When I run the code above by spark-submit
command, I get the following output:
=== APP RUNNING ===
17/03/13 12:20:29 INFO Persistence: Property hive.metastore.integral.jdo.pushdown unknown - will be ignored
17/03/13 12:20:29 INFO Persistence: Property datanucleus.cache.level2 unknown - will be ignored
17/03/13 12:20:29 WARN Connection: BoneCP specified but not present in CLASSPATH (or one of dependencies)
17/03/13 12:20:29 WARN Connection: BoneCP specified but not present in CLASSPATH (or one of dependencies)
17/03/13 12:20:31 INFO Datastore: The class "org.apache.hadoop.hive.metastore.model.MFieldSchema" is tagged as "embedded-only" so does not have its own datastore table.
17/03/13 12:20:31 INFO Datastore: The class "org.apache.hadoop.hive.metastore.model.MOrder" is tagged as "embedded-only" so does not have its own datastore table.
17/03/13 12:20:32 INFO Datastore: The class "org.apache.hadoop.hive.metastore.model.MFieldSchema" is tagged as "embedded-only" so does not have its own datastore table.
17/03/13 12:20:32 INFO Datastore: The class "org.apache.hadoop.hive.metastore.model.MOrder" is tagged as "embedded-only" so does not have its own datastore table.
17/03/13 12:20:33 INFO metastore: Trying to connect to metastore with URI thrift://my-server-url:9083
17/03/13 12:20:33 INFO metastore: Connected to metastore.
== Physical Plan ==
LocalTableScan [columnA#0,columnB#1], [[A,B],[C,D]]
columnA
columnB
Exception in thread "main" java.lang.NullPointerException
at org.apache.spark.sql.catalyst.expressions.AttributeReference.hashCode(namedExpressions.scala:218)
at scala.runtime.ScalaRunTime$.hash(ScalaRunTime.scala:210)
at scala.util.hashing.MurmurHash3.productHash(MurmurHash3.scala:63)

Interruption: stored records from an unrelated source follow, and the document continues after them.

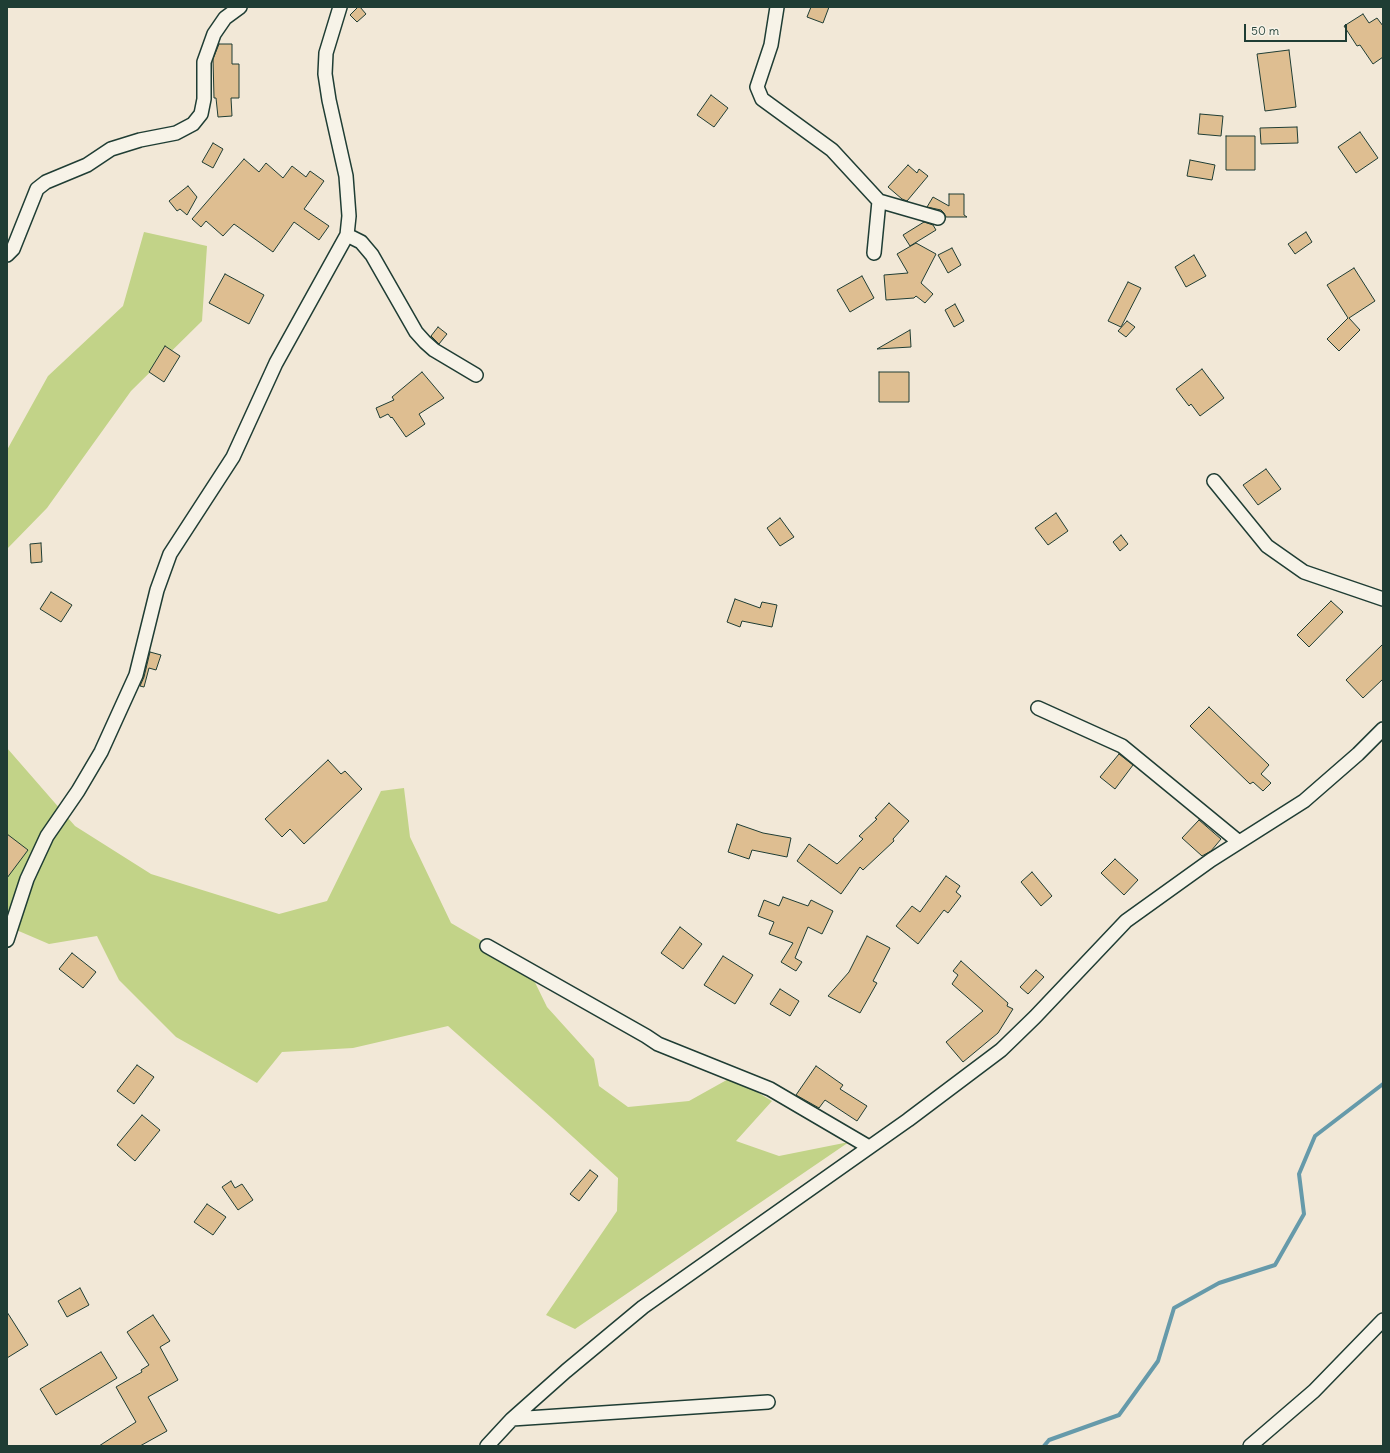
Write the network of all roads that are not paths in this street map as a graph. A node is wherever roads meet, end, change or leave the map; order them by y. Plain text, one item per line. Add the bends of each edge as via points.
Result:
1 (240, 7) edge
2 (340, 7) edge
3 (776, 7) edge
4 (879, 201) junction
5 (938, 218) dead end
6 (347, 235) junction
7 (874, 253) dead end
8 (7, 255) edge
9 (476, 375) dead end
10 (1214, 481) dead end
11 (1383, 599) edge
12 (1038, 708) dead end
13 (1383, 729) edge
14 (1238, 842) junction
15 (7, 940) edge
16 (488, 946) dead end
17 (869, 1148) junction
18 (1383, 1320) edge
19 (768, 1402) dead end
20 (512, 1419) junction
21 (487, 1446) edge
22 (1250, 1446) edge

1 - 8 street via 226,18 214,34 204,62 204,99 201,114 193,124 176,133 111,149 87,164 46,182 37,189 13,249
2 - 6 street via 326,53 325,74 346,176 349,216
3 - 4 street via 771,45 757,87 762,99 832,150
4 - 5 street
4 - 7 street
6 - 9 street via 361,242 372,255 425,342
6 - 15 street via 276,363 233,457 170,554 136,675 100,752 78,791 47,836 27,879
10 - 11 street via 1267,546 1304,572
12 - 14 street via 1122,746
13 - 14 street via 1304,801
14 - 17 street via 1126,921 1002,1050
16 - 17 street via 658,1044 770,1089
17 - 20 street via 643,1307
18 - 22 street via 1314,1391
19 - 20 street
20 - 21 street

at scala.util.hashing.MurmurHash3$.productHash(MurmurHash3.scala:210)
at scala.runtime.ScalaRunTime$._hashCode(ScalaRunTime.scala:172)
at scala.Tuple2.hashCode(Tuple2.scala:19)
at scala.collection.mutable.FlatHashTable$HashUtils$class.elemHashCode(FlatHashTable.scala:391)
at scala.collection.mutable.HashSet.elemHashCode(HashSet.scala:41)
at scala.collection.mutable.FlatHashTable$class.findEntryImpl(FlatHashTable.scala:123)
at scala.collection.mutable.FlatHashTable$class.containsEntry(FlatHashTable.scala:119)
at scala.collection.mutable.HashSet.containsEntry(HashSet.scala:41)
at scala.collection.mutable.HashSet.contains(HashSet.scala:58)
at scala.collection.GenSetLike$class.apply(GenSetLike.scala:43)
at scala.collection.mutable.AbstractSet.apply(Set.scala:45)
at scala.collection.SeqLike$$anonfun$distinct$1.apply(SeqLike.scala:494)
at scala.collection.immutable.List.foreach(List.scala:318)
at scala.collection.SeqLike$class.distinct(SeqLike.scala:493)
at scala.collection.AbstractSeq.distinct(Seq.scala:40)
at org.apache.spark.sql.catalyst.plans.logical.LogicalPlan.resolve(LogicalPlan.scala:264)
at org.apache.spark.sql.catalyst.plans.logical.LogicalPlan.resolveQuoted(LogicalPlan.scala:191)
at org.apache.spark.sql.DataFrame.resolve(DataFrame.scala:151)
at org.apache.spark.sql.DataFrame.col(DataFrame.scala:664)
at temp.HiveTest.main(HiveTest.java:57)
at sun.reflect.NativeMethodAccessorImpl.invoke0(Native Method)
at sun.reflect.NativeMethodAccessorImpl.invoke(NativeMethodAccessorImpl.java:62)
at sun.reflect.DelegatingMethodAccessorImpl.invoke(DelegatingMethodAccessorImpl.java:43)
at java.lang.reflect.Method.invoke(Method.java:498)
at org.apache.spark.deploy.SparkSubmit$.org$apache$spark$deploy$SparkSubmit$$runMain(SparkSubmit.scala:731)
at org.apache.spark.deploy.SparkSubmit$.doRunMain$1(SparkSubmit.scala:181)
at org.apache.spark.deploy.SparkSubmit$.submit(SparkSubmit.scala:206)
at org.apache.spark.deploy.SparkSubmit$.main(SparkSubmit.scala:121)
at org.apache.spark.deploy.SparkSubmit.main(SparkSubmit.scala)
Here my spark-submit
call:
spark-submit --class temp.HiveTest --master yarn --deploy-mode client /home/daniel/application.jar
Why give the call of DataFrame.col(...)
a NullPointerException
??
Try to change null
to Metadata.empty()
:
StructField f1 = new StructField("columnA", DataTypes.StringType, false, Metadata.empty());
StructField f2 = new StructField("columnB", DataTypes.StringType, false, Metadata.empty());